◆ Instructions for the task
Only lines containing "Đường" are wanted from the data below. Copy those lines.

[Saved data entries]
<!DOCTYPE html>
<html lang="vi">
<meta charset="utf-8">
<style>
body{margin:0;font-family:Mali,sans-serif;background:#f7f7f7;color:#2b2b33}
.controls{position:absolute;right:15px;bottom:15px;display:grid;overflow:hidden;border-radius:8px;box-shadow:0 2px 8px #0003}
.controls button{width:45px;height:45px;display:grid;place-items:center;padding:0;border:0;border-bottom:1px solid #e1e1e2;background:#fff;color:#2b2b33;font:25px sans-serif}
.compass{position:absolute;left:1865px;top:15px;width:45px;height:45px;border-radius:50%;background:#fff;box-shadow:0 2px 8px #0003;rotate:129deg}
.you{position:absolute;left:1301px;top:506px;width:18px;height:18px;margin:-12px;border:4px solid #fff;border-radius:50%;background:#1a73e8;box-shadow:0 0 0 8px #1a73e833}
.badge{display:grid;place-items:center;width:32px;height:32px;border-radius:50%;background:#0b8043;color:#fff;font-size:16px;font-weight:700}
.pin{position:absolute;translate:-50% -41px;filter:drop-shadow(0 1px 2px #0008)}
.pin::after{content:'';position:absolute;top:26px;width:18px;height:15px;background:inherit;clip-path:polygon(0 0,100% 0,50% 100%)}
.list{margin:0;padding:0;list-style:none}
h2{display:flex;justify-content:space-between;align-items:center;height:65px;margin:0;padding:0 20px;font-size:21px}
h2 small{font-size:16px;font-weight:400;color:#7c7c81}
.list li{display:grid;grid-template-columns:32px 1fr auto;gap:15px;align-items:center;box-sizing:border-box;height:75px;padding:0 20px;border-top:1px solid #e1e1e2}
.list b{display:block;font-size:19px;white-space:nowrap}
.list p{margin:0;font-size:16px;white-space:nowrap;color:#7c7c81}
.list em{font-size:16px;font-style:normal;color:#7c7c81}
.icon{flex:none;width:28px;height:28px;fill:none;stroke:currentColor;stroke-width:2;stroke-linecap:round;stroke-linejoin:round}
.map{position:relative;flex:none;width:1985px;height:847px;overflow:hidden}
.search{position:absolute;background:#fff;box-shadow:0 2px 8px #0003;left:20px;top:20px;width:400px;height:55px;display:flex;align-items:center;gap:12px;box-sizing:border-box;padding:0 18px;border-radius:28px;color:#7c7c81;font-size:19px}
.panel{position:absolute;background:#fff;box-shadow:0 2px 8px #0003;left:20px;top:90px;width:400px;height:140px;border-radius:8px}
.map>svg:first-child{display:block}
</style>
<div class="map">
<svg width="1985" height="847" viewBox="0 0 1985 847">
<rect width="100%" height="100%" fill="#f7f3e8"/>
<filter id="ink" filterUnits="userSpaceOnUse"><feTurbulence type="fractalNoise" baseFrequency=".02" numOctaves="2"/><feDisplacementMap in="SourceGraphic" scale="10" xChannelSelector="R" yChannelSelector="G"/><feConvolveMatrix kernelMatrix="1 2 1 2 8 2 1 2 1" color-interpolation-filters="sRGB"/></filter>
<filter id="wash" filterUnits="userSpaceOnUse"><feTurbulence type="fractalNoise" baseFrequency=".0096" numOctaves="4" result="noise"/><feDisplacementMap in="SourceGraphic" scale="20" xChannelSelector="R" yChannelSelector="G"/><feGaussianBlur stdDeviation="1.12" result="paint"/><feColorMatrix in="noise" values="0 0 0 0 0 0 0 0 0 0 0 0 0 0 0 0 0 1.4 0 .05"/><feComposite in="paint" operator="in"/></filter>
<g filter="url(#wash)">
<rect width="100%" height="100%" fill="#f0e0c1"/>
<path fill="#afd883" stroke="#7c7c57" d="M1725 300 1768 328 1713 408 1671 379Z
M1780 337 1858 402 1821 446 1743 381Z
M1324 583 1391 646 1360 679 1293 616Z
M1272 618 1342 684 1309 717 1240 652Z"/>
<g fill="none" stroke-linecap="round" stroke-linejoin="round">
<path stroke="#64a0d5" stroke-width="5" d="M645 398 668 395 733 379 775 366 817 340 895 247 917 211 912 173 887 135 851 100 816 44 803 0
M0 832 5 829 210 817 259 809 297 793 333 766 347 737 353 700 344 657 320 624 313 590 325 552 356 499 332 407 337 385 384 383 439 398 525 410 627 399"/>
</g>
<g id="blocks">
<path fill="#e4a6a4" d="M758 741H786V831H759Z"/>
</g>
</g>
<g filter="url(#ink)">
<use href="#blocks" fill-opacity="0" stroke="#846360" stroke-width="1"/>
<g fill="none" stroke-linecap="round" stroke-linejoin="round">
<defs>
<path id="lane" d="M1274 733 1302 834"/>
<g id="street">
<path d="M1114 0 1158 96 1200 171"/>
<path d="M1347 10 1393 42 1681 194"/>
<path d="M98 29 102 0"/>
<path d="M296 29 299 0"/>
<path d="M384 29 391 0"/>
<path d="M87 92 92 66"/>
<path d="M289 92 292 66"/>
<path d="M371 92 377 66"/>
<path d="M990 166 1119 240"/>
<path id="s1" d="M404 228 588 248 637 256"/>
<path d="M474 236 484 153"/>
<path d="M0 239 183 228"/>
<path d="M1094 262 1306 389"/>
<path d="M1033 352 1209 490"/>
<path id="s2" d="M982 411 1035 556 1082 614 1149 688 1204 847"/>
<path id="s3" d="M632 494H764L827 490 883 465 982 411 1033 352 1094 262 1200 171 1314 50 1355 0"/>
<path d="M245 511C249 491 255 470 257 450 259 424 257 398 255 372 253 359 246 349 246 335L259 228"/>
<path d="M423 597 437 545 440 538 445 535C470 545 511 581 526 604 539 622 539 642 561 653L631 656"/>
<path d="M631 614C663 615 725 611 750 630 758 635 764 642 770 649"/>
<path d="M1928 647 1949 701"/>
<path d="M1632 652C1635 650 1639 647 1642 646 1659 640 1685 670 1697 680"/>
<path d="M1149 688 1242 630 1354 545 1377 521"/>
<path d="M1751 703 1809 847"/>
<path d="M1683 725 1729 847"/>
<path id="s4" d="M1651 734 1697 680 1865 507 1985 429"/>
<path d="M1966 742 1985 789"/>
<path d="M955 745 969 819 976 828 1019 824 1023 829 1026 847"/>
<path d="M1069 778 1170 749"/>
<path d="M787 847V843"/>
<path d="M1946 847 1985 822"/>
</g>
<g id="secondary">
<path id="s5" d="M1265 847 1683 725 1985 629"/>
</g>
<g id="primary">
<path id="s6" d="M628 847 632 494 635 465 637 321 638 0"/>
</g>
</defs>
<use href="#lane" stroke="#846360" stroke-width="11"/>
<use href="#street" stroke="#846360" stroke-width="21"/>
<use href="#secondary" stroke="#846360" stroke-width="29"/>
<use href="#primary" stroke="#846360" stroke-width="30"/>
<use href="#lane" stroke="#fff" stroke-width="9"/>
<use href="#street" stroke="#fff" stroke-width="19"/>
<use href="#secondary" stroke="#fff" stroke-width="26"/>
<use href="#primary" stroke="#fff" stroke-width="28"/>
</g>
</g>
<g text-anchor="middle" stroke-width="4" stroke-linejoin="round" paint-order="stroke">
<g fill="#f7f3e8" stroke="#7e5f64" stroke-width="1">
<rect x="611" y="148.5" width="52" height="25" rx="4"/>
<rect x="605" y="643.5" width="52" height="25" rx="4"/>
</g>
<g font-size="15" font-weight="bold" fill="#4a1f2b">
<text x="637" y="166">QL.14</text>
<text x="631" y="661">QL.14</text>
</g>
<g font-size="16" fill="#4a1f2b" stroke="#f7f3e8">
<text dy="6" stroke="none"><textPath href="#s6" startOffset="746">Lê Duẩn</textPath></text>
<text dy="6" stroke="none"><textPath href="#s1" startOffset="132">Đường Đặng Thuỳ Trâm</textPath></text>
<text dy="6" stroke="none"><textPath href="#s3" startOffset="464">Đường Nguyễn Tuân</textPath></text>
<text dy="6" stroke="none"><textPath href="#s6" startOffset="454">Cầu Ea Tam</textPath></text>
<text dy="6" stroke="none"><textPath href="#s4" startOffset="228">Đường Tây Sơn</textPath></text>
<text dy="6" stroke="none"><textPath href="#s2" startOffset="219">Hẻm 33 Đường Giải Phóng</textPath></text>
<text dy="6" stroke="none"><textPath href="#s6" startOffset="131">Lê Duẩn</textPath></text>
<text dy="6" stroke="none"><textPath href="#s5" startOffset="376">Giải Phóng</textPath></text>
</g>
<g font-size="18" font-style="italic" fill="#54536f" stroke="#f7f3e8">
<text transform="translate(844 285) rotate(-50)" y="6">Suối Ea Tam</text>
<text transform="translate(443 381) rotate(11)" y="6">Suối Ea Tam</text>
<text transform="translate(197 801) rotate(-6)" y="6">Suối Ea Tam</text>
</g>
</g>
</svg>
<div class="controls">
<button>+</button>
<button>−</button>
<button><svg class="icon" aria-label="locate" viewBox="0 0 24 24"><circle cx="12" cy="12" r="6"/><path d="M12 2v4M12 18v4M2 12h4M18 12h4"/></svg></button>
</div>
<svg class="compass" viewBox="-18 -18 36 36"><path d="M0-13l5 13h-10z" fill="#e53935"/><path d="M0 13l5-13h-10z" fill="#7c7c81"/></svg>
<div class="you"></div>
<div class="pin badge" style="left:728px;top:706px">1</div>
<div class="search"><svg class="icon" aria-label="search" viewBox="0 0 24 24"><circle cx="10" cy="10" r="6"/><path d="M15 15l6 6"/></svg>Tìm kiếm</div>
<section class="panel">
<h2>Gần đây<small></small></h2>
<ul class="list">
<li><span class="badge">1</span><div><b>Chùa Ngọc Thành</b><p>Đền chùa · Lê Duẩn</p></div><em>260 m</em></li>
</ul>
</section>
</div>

◆ Task output
<text dy="6" stroke="none"><textPath href="#s1" startOffset="132">Đường Đặng Thuỳ Trâm</textPath></text>
<text dy="6" stroke="none"><textPath href="#s3" startOffset="464">Đường Nguyễn Tuân</textPath></text>
<text dy="6" stroke="none"><textPath href="#s4" startOffset="228">Đường Tây Sơn</textPath></text>
<text dy="6" stroke="none"><textPath href="#s2" startOffset="219">Hẻm 33 Đường Giải Phóng</textPath></text>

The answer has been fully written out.